• **Record excerpts**:
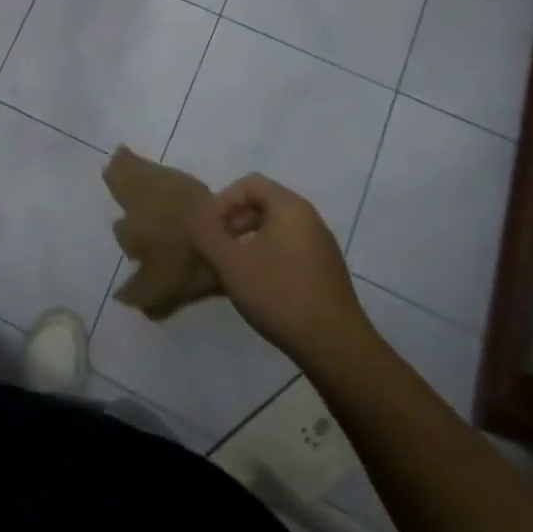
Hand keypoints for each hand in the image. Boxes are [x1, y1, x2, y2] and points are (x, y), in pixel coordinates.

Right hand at [189, 177, 372, 362]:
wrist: (336, 348)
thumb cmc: (279, 294)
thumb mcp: (230, 262)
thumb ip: (206, 234)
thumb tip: (196, 219)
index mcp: (290, 208)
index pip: (249, 183)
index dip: (222, 200)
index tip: (208, 228)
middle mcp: (310, 220)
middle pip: (263, 204)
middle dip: (233, 220)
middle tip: (216, 246)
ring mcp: (321, 248)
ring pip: (275, 229)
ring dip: (247, 241)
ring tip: (231, 268)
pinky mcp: (326, 273)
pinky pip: (289, 250)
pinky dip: (266, 257)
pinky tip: (255, 286)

• **Work required**: If a line in the data above holds the word "pinky", count it; give only the total.

• **Answer below**: 4